Pendant l'hiver de 2023, moi et Jean-Daniel sommes allés à Tucson, Arizona pour le cours de montage de cadre offert par le cadreur Dave Bohm, de Bohemian Cycles. Ce cadre est celui que j'ai réalisé pendant le cours. C'est essentiellement un Hog's Back ajusté. À l'époque je n'avais pas de besoin urgent de cadre qui n'était pas comblé par les vélos que j'avais déjà (ignorons pour l'instant la règle N+1), alors ça semblait un bon exercise de prendre un design que je connaissais déjà de fond en comble et faire de changements subtils pour ressentir la différence. Je crois que j'ai une tendance empiriste — malgré avoir tout lu sur la fabrication de cadres, je dois le tester pour bien le comprendre et vraiment y croire. Depuis avoir bâti le cadre, je n'avais pas eu beaucoup de chances de l'essayer dans son environnement idéal hormis quelques sorties de fin de semaine, mais cet hiver j'ai pu vraiment le faire travailler sur 800km de trocha (le mot Colombien pour leurs chemins de terre). Après deux ans donc, je suis fier de pouvoir offrir une honnête critique et déterminer comment ce Mutt ("cabot" en anglais) est différent d'un Hog's Back.

D'abord, il y avait très peu que je voulais modifier de mon bien-aimé Hog's Back. Quelques millimètres ici et là pour mieux faire à mon corps, et des pattes à entraxes, étaient pas mal tout. Je voulais également tester un aspect du design de cadre qui me semblait encore un peu ésotérique, la géométrie de l'avant du cadre. Le Hog's Back, avec sa chasse un peu basse (63mm environs?) était toujours un brin nerveux sans bagages, mais très stable avec même un peu de poids sur la roue avant. Par contre, les vélos de bikepacking moyens ont aujourd'hui une chasse plus grande, plus comme un VTT. J'étais curieux de voir ce que ça donnait, alors pour le Mutt j'ai choisi un angle plus relax de 70deg pour le tube de direction, ce qui met la chasse dans les 80mm avec le même déport de fourche que le Hog's Back. Ce tube plus relax, avec un tube de selle plus à pic, m'ont permis de rallonger la portée du vélo pour mes longs bras. Ça a aussi donné un triangle bien large, pour un bon gros sac de cadre, malgré le tube supérieur un peu plus bas. L'arrière a aussi rallongé, principalement en lien avec le choix de bases disponibles, passant de 445mm à 460mm. Ces changements ont fait un vélo plutôt long, avec une base de roues de 1128mm quand les pattes sont complètement en arrière.

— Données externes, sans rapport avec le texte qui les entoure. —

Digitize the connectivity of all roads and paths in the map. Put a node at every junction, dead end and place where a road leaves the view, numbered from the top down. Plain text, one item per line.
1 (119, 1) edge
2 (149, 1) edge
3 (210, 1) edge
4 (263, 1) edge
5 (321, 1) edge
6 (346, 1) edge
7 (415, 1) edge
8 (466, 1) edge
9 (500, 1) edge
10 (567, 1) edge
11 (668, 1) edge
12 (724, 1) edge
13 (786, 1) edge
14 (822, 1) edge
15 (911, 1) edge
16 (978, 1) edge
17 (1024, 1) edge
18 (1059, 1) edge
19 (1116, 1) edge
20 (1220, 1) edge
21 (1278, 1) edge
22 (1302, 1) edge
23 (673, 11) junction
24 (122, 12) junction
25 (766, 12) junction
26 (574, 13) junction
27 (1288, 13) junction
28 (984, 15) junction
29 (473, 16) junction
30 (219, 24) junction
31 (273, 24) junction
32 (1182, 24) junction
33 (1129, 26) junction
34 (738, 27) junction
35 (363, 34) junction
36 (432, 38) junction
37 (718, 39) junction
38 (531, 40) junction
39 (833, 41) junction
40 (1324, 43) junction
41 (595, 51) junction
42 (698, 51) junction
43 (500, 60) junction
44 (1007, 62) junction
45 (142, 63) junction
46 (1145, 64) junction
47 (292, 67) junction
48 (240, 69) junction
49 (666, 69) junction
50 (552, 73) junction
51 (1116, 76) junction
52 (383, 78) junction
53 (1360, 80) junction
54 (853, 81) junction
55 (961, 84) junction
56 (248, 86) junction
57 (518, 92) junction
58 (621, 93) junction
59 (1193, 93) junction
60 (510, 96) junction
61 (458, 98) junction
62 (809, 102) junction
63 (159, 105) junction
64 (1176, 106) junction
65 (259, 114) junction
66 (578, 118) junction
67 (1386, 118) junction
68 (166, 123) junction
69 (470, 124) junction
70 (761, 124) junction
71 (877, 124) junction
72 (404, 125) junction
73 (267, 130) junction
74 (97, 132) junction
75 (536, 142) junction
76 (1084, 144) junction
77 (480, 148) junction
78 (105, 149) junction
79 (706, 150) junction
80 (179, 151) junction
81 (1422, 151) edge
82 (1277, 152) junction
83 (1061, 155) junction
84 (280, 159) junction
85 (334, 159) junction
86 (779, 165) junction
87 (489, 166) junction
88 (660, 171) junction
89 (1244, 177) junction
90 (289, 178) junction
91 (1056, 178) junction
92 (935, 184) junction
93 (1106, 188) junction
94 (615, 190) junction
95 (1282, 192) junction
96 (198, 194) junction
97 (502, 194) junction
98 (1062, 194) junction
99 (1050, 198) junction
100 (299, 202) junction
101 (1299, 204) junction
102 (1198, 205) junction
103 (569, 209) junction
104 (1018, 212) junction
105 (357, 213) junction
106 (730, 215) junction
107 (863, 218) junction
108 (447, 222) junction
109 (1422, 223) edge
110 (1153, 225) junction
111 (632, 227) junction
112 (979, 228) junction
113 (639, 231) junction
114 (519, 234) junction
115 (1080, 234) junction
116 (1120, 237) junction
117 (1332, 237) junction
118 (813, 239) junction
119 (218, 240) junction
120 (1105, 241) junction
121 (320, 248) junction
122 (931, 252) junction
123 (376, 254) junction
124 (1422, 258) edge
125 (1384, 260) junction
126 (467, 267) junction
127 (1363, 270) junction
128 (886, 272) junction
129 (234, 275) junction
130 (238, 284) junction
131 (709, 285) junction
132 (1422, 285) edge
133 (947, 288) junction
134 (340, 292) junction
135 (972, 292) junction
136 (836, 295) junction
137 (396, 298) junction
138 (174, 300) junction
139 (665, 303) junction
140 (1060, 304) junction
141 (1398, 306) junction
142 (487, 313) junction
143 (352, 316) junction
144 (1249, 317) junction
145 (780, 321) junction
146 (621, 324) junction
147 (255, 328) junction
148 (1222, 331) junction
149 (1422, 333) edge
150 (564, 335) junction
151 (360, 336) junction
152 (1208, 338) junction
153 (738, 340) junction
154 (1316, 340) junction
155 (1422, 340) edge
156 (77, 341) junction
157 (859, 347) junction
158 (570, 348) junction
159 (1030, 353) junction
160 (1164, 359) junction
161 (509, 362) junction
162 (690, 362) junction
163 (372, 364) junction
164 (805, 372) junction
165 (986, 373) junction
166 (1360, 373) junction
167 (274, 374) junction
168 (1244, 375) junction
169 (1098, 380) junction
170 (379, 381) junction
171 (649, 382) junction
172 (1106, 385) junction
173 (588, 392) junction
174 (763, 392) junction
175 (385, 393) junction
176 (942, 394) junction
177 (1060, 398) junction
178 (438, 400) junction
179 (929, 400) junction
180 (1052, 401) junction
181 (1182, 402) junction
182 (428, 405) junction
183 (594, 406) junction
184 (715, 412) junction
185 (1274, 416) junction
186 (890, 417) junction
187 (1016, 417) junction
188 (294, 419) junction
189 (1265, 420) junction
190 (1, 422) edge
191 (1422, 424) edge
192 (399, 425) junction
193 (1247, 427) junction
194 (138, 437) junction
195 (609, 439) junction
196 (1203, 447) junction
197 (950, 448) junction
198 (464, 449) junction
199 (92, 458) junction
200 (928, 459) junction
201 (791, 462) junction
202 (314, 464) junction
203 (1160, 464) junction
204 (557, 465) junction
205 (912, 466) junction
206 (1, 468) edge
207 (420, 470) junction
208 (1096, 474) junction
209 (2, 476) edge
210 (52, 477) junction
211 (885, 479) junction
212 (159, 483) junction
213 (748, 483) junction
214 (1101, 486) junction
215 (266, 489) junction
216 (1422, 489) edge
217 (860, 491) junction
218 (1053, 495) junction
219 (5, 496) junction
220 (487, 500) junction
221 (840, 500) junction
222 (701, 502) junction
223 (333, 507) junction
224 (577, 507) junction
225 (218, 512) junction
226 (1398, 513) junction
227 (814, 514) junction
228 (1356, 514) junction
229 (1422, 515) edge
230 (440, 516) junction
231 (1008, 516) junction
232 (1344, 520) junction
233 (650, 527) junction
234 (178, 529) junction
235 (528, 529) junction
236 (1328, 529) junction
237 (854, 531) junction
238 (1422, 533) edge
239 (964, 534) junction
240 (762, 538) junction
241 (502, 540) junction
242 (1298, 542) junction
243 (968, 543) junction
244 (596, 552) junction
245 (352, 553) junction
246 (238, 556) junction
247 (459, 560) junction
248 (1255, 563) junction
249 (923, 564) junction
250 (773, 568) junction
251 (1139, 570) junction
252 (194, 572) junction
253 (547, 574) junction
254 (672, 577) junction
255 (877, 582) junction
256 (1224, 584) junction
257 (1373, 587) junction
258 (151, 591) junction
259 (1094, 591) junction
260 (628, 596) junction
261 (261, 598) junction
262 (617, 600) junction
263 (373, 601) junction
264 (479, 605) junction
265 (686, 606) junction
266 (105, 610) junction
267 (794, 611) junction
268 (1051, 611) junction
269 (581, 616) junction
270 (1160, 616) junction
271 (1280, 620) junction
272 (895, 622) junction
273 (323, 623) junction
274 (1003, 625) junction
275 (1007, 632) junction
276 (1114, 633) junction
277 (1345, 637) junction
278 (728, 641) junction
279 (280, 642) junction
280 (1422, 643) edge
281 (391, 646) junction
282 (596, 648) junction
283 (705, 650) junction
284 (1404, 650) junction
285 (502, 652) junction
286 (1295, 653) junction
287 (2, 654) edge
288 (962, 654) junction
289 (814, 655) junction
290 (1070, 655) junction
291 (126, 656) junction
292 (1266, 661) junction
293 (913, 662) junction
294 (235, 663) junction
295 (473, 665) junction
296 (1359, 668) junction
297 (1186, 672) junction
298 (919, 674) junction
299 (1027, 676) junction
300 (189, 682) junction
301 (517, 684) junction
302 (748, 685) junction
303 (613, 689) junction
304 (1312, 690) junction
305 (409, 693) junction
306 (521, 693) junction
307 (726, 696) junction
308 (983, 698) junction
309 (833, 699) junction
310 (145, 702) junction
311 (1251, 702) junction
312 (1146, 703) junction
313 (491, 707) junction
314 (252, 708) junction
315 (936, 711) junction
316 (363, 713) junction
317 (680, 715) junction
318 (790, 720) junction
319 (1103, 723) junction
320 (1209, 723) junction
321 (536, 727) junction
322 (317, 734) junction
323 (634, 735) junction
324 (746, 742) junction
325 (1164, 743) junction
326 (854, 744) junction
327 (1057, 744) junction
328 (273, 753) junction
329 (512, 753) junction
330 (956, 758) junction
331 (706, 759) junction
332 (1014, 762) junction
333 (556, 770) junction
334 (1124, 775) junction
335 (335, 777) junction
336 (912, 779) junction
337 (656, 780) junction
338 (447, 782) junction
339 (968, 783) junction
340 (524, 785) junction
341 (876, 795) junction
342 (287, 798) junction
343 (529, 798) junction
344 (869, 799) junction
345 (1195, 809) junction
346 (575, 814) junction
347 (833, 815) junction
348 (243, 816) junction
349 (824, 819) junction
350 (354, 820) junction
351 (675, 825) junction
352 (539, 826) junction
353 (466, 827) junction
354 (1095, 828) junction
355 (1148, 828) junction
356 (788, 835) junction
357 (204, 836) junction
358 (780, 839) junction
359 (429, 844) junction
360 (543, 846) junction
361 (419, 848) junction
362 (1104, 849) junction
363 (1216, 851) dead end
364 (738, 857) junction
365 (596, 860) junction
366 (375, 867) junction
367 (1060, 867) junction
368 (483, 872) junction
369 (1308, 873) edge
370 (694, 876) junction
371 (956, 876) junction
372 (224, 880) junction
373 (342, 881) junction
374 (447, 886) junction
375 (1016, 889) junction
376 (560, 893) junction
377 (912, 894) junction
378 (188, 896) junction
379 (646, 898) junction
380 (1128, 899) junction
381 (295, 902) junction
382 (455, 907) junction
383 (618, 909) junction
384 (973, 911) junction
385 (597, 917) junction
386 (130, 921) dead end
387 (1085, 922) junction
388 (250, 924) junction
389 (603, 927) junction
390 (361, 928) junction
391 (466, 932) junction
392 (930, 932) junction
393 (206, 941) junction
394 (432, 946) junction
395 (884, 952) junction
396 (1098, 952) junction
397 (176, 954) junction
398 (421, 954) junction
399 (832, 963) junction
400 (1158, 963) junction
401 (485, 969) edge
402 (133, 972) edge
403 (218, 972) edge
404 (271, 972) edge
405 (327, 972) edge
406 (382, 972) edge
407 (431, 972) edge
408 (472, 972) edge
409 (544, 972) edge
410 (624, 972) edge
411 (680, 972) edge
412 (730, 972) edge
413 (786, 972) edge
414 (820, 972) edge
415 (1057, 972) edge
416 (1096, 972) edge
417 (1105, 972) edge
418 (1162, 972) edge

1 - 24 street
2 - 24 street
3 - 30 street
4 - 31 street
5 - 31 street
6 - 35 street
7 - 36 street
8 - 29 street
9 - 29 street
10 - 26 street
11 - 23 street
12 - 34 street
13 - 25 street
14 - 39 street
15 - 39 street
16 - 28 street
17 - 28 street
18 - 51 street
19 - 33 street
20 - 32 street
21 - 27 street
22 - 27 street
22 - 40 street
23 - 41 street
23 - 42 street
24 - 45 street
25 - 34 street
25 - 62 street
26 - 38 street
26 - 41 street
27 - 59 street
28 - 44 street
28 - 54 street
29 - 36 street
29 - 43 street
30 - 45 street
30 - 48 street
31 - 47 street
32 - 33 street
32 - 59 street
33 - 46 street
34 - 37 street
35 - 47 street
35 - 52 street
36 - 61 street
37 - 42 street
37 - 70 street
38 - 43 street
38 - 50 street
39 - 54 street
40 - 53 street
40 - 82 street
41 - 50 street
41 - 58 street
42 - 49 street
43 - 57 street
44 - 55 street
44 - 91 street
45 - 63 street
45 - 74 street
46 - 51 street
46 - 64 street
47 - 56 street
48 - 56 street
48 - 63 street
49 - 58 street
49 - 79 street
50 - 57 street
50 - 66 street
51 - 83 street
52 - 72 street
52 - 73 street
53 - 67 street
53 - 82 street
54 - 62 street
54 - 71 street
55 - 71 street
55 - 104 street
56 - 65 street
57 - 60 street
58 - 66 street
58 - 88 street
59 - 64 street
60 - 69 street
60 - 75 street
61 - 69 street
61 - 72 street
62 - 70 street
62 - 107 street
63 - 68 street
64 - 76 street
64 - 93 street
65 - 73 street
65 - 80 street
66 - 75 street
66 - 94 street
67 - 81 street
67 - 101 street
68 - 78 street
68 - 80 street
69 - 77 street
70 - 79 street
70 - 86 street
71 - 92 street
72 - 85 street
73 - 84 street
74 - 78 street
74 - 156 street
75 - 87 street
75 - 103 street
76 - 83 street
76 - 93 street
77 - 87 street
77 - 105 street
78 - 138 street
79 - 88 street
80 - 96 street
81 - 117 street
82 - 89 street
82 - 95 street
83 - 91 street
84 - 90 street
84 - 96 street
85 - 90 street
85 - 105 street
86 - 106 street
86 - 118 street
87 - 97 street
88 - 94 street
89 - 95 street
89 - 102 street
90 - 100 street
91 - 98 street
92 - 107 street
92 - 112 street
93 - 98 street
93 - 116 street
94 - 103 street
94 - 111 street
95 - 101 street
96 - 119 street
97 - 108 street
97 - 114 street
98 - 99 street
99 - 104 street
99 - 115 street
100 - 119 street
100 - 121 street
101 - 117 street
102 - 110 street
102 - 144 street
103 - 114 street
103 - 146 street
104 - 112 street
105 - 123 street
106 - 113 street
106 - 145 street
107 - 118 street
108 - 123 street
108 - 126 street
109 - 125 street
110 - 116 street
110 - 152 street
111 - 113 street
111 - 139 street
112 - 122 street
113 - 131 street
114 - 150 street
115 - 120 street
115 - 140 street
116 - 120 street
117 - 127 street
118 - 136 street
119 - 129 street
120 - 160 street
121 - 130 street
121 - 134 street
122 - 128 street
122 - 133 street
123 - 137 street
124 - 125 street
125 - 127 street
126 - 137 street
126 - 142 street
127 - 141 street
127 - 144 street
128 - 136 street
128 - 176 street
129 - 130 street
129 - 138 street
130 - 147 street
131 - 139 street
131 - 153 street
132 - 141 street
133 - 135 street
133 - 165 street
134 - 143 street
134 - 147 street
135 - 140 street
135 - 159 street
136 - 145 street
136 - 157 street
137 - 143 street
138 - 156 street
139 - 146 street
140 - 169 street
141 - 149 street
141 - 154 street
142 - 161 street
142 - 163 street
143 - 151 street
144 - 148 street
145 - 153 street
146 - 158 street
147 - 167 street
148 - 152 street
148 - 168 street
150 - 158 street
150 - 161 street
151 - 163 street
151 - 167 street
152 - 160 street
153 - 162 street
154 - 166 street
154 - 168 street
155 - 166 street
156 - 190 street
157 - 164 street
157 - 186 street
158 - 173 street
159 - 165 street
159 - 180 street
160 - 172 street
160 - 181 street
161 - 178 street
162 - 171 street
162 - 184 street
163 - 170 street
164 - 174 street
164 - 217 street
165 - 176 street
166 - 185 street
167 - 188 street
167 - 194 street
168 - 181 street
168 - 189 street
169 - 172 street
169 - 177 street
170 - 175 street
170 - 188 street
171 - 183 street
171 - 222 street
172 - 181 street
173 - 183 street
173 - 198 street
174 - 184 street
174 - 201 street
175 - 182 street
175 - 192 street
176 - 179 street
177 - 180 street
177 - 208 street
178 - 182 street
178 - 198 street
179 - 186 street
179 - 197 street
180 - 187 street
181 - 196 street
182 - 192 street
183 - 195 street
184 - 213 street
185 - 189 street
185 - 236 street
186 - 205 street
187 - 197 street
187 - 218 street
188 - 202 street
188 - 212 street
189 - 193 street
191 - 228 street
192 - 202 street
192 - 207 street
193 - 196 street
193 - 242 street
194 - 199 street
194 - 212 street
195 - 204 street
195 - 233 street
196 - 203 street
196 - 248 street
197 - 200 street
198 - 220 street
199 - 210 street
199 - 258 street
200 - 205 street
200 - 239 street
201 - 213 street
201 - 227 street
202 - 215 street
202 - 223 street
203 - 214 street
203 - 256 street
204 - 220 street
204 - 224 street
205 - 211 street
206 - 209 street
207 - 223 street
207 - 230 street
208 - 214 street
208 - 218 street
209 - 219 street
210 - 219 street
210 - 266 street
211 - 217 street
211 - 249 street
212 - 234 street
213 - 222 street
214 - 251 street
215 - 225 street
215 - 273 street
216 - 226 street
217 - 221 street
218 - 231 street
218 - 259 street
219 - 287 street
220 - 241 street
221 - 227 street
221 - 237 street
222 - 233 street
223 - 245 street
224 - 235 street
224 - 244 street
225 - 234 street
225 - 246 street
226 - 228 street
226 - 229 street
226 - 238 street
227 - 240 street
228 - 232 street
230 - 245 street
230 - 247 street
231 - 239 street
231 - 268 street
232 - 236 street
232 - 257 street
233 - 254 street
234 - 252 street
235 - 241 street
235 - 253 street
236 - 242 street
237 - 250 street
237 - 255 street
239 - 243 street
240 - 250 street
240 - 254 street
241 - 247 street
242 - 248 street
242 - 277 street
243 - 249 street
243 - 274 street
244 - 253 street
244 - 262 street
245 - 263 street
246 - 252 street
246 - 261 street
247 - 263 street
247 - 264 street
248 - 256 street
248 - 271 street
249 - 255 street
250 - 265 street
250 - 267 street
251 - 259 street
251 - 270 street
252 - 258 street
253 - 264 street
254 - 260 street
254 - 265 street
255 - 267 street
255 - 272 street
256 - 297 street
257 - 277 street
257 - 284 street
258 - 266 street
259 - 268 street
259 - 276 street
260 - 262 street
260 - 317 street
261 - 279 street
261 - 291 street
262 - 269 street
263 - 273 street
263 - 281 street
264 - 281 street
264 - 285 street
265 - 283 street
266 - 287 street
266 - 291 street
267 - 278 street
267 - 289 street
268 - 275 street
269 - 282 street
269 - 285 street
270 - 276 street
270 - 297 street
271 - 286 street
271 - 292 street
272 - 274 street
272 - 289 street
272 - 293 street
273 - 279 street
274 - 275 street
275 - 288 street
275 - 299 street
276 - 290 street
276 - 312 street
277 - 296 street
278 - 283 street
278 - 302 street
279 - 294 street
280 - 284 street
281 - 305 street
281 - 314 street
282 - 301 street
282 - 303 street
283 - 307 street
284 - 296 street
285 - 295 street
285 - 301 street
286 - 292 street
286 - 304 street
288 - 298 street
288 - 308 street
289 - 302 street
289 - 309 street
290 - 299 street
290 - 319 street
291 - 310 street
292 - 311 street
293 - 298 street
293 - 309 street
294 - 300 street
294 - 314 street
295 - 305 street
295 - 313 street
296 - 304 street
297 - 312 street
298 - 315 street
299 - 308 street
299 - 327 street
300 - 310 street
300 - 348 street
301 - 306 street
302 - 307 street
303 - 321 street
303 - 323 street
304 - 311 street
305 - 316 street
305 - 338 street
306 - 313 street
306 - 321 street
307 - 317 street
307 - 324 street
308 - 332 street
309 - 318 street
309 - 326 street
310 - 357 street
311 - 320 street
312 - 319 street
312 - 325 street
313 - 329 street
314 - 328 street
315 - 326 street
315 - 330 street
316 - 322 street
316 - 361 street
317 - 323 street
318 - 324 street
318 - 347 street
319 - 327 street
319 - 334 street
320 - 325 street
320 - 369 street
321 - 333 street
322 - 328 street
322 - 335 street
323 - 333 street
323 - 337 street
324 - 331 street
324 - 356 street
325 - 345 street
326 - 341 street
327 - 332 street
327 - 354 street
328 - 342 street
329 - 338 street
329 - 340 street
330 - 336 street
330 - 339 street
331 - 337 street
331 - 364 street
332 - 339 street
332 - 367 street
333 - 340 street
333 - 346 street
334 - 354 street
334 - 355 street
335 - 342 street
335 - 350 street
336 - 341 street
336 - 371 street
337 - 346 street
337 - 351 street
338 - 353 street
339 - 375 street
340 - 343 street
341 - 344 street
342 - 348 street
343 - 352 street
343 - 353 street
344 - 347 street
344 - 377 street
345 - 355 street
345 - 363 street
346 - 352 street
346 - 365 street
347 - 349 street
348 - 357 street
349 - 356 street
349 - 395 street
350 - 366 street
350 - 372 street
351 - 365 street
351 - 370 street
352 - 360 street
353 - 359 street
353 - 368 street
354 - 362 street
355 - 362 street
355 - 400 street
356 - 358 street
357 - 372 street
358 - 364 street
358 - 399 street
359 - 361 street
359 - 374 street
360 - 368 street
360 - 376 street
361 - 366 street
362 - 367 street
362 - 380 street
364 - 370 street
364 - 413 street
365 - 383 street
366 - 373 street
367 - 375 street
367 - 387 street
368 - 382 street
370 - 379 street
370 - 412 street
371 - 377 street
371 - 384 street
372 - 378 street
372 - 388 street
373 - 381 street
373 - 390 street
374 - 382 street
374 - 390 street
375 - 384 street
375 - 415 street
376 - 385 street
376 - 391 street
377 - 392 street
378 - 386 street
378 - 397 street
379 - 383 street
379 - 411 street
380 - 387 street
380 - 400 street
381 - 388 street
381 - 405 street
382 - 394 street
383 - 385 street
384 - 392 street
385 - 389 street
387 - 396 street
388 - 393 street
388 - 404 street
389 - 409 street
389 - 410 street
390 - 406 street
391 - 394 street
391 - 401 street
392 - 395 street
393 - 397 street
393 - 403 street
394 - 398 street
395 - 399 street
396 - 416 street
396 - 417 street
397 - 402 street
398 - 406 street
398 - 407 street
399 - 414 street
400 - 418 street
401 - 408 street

En pratique, quel est le résultat de tous ces nombres quand on est sur le vélo? Disons que certains de mes choix sont clairement excellents, tandis que d'autres pas trop. Premièrement, je pense que je ne préfère pas une longue chasse. Même si le vélo semble plus stable, il est aussi plus lent à virer, et la roue avant tourne trop quand on grimpe. Est-ce dramatique? Pas vraiment, et je m'y suis habitué, mais c'est une différence assez présente pour confirmer que je préfére une chasse moyenne-basse. Cela dit, le vélo était aussi très stable en grosse descente, sûrement grâce à la grande chasse et la longue base de roues, mais c'était quand même agile au besoin. L'arrière très long ne m'a jamais dérangé. La roue arrière a glissé quelques fois, mais ça a plutôt rapport avec les côtes trop à pic qu'avec le manque de poids sur la roue. D'ailleurs je ne sais pas comment vous faites, mais moi je préfère rester assis quand je grimpe pendant deux ou trois heures. Je dirais que ces petits tests ont bien conclu, c'est-à-dire que je sais mieux ce que j'aime et pas. À refaire ce cadre, je garderais la longueur totale mais avec une chasse plus basse, probablement en augmentant le déport de la fourche.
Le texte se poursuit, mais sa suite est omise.